RE: Zero waste - Czy walka z plastikiem ma sens?
Mimo wszystko uważam że plastik warto eliminować.
Problemem obecnie są mikrocząsteczki plastiku. Powstają one np. podczas prania ubrań z materiałów syntetycznych w naszych pralkach. Niestety oczyszczalnie ścieków w niewielkim stopniu są w stanie je odfiltrować.
Tak samo jak puszki i spożywcze folie aluminiowe uważam, że należy całkowicie wyeliminować. Cząsteczki aluminium które spożywamy wykazują silne działanie neurodegeneracyjne i akumulują się w naszych ciałach.
Małymi krokami ale musimy myśleć jak wyeliminować z naszego życia te tworzywa bo jeśli tego nie zrobimy to nasze wnuki będą żyć w innym, niestety gorszym świecie.
Ostatnio odkryłem bambusowe szczoteczki do zębów! I uważam że plastikowe powinny być wycofane ze sprzedaży. Zużytą można wrzucić do kompostu, zakopać albo spalić w kominku. Przecież to jest genialne!

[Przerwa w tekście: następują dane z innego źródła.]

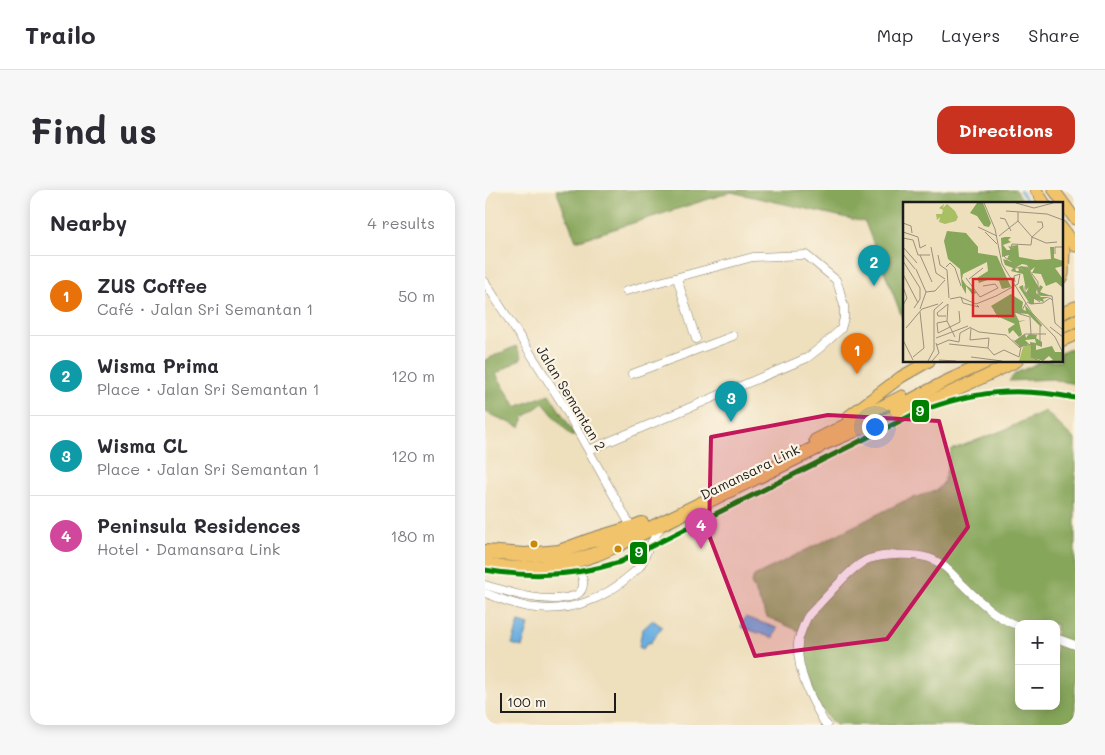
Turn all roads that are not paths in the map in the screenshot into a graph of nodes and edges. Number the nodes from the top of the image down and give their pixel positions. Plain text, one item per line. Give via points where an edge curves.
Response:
1 (1036, 190) edge
2 (1054, 190) edge
3 (1044, 202) edge
4 (1063, 202) edge
5 (1063, 202) edge
6 (1075, 219) edge
7 (1063, 230) edge
8 (1063, 246) edge
9 (1075, 246) edge
10 (1063, 274) edge
11 (677, 278) junction
12 (485, 282) edge
13 (626, 291) dead end
14 (1075, 307) edge
15 (1063, 313) edge
16 (1075, 321) edge
17 (1063, 327) edge
18 (1075, 335) edge
19 (733, 336) dead end
20 (696, 339) dead end
21 (1063, 340) edge
22 (927, 362) edge
23 (970, 362) edge
24 (988, 362) edge
25 (1015, 362) edge
26 (632, 374) dead end
27 (816, 444) junction
28 (589, 450) junction
29 (664, 522) junction
30 (633, 528) junction
31 (485, 552) edge
32 (485, 564) edge
33 (547, 567) junction
34 (485, 585) edge
35 (485, 593) edge
36 (1015, 624) edge
37 (1060, 639) edge
38 (1075, 645) edge
39 (827, 725) edge

1 - 3 main road
2 - 4 main road
5 - 6 main road
7 - 9 main road
8 - 10 main road
11 - 13 street
11 - 20 street
11 - 28 street via 753,256 806,255 836,280 844,306 841,329 807,358
12 - 28 street, Jalan Semantan 2
14 - 15 main road
16 - 17 main road
18 - 21 main road
19 - 26 street
22 - 27 main road via 901,377
23 - 27 main road
24 - 27 main road
25 - 27 main road via 967,386
27 - 29 highway, Damansara Link
27 - 30 highway, Damansara Link
28 - 30 street, Jalan Semantan 2
29 - 33 highway, Damansara Link via 595,554
29 - 35 street via 640,566 603,596 570,607 551,609 522,606
30 - 31 highway, Damansara Link via 559,552 525,555
32 - 33 highway, Damansara Link via 526,569
33 - 34 street via 565,565 576,569 583,580 580,592 566,598 526,597
36 - 39 street via 992,611 946,566 930,558 906,554 869,559 856,567 807,617 798,643 810,698
37 - 38 street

Co do mikroplastiku to jest to rzeczywiście problem. Na razie nie wiadomo jak wpływają na człowieka. Co do aluminium byłbym sceptyczny. Glin metaliczny sam w sobie nie robi nic wielkiego, ot przeleci przez nas. Problemem są jego jony, które uwalniają się w niskim ph, natomiast nie sądzę aby źródłem były puszki czy folia. Bierze się to w większym stopniu z roślin które rosną na boksytach.